With 336 Bundesliga and Ligue 1 appearances under his belt, the hope was this veteran was always going to have that air of quality about him. Even with the limited frontline football he has had over the past two seasons, he looked a step ahead of Plymouth’s dispirited attackers.
Sterner tests will come, which is why that first batch of minutes here was so important to get the Frenchman rolling.
Piroe’s little confidence boost
As the frontman in a team that is unbeaten in eight games, Joel Piroe is hardly bereft of confidence, but three games without a goal and a particularly blunt display at Bristol City posed familiar question marks. Mateo Joseph has barely put a foot wrong this season, despite his lack of goals, and lurks in the background, waiting for Piroe to open the door for him.

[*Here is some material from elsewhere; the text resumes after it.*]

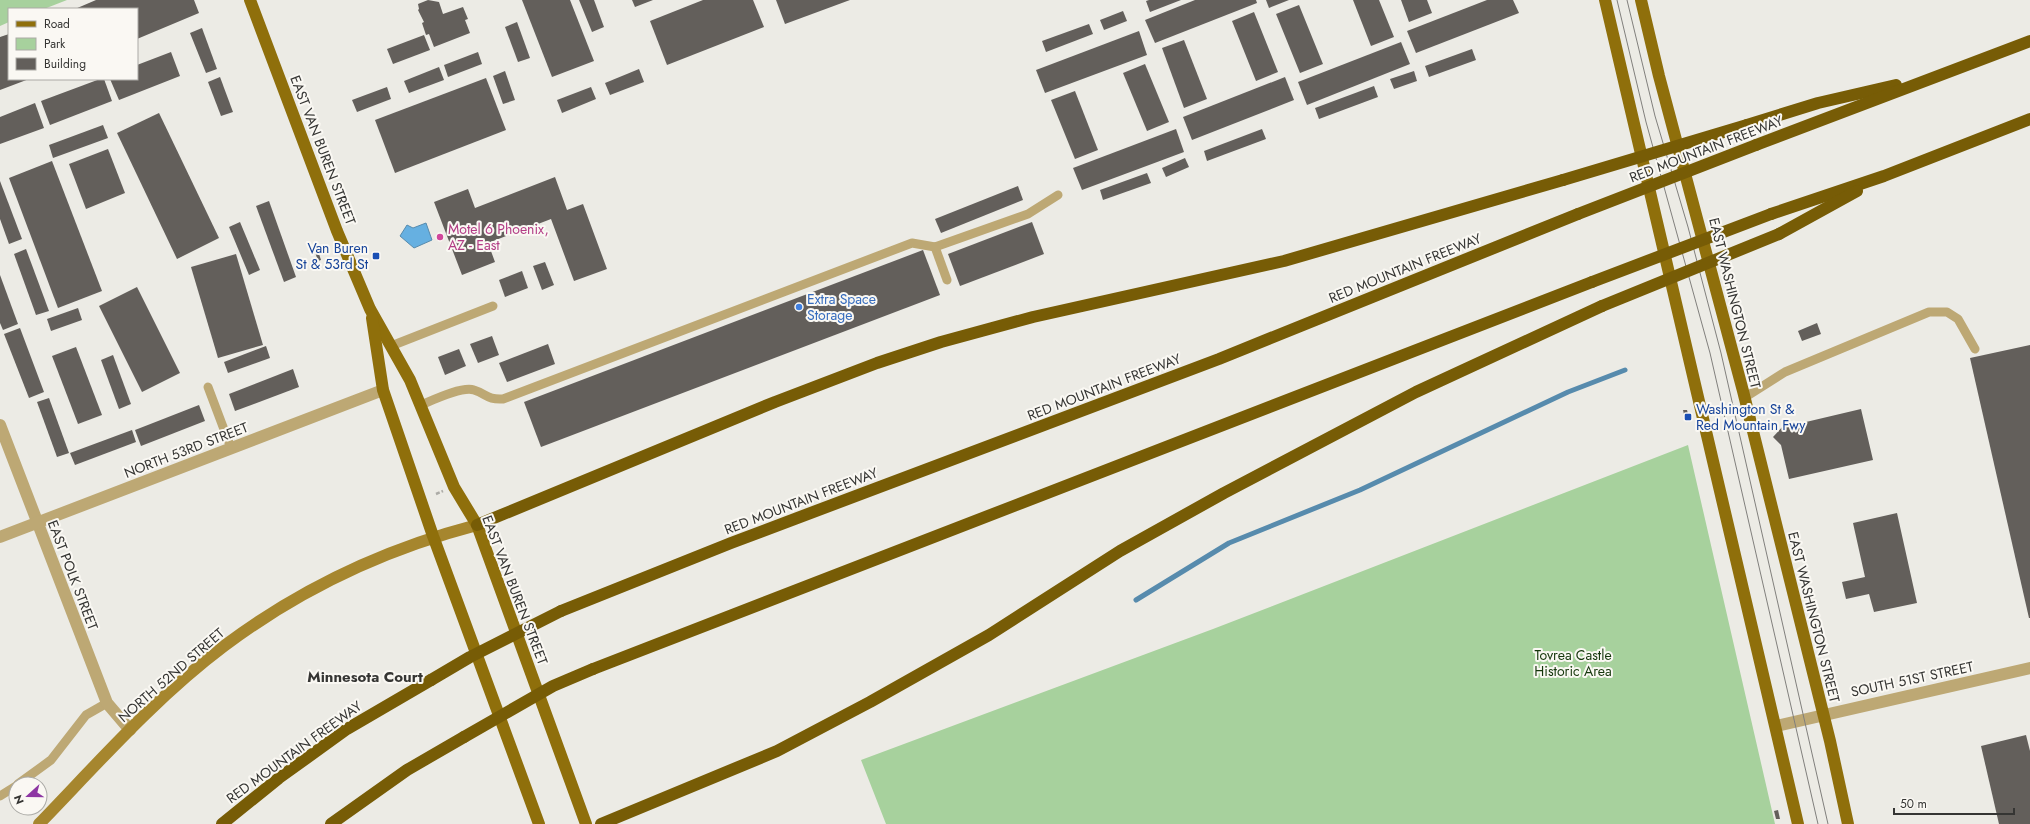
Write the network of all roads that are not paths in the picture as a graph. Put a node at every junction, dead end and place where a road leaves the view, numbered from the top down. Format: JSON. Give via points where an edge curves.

The Spaniard is always an option for Farke and it may not have been the hugest surprise if the manager had rolled the dice up top at 2pm yesterday. He kept faith with Piroe, however, and was handsomely rewarded.
The 25-year-old had an early sniff at the near post, but couldn’t guide a speeding pass into him under the crossbar. His goal, a fifth of the season, summed up why he is in the team. It was created by the rest of the team’s relentless deliveries into the penalty box, but finished by his predatory instincts and ice-cold finishing at close quarters.
Before Brenden Aaronson’s goal, the first-touch trap of Daniel James’s cross into the box was majestic from Piroe. He killed the ball dead and, with little else on, went for a backheel that helpfully ricocheted off a defender and into the American’s on-running path.
Goals are a striker’s currency. Yesterday’s will give Piroe that extra spring in his step for Wednesday.
A defensive reinforcement
It had no bearing on the win and is not expected to have much of a bearing on the starting line-up for weeks, but Max Wober’s return was noteworthy on Saturday. When the Austrian was joined in the treatment room by Ethan Ampadu, central defence was looking especially thin for United.
Any injury or suspension to Pascal Struijk or Joe Rodon, and Farke would have been looking to Sam Byram or James Debayo without a recognised defensive midfielder to protect them. Guilavogui’s arrival was the first repair in that area, but Wober is the more natural defender and a left-footed one at that.
He will need weeks of training to build that sharpness back, but that is another full international Farke will hope to rely on when needed. His injury record is not spotless, but if he can stay out of Henry McStay’s department for a prolonged spell, he will prove an asset at this level.
Onto Millwall with rested legs and a clear XI
Trips to The Den always stand out for Leeds. The hostility of the place, coupled with its fans’ raging desperation to intimidate United, one of the north’s remaining bastions of hostility, make it spicier than most of the clashes on an otherwise insipid fixture list.
When you then throw in the fact it’s under the lights on a weeknight with Neil Harris’s Millwall unbeaten in four (prior to facing Burnley on Sunday), you see why this could be one of the trickier away trips of the campaign. However, as with virtually every game this season, if Leeds play to the best of their ability, they should have too much for the Bermondsey outfit.
Long-term injuries aside, the team is in a good place too. Jayden Bogle is likely to return from suspension and immediately replace Byram, while yesterday’s five most advanced players all got taken off early to rest up.
Bogle seems to be the only new face Farke will turn to in the capital. Manor Solomon and Joseph have the quality to be starters, but their preferred slots are occupied by in-form team-mates and neither of them made a major impression from the bench yesterday, even against dire opposition.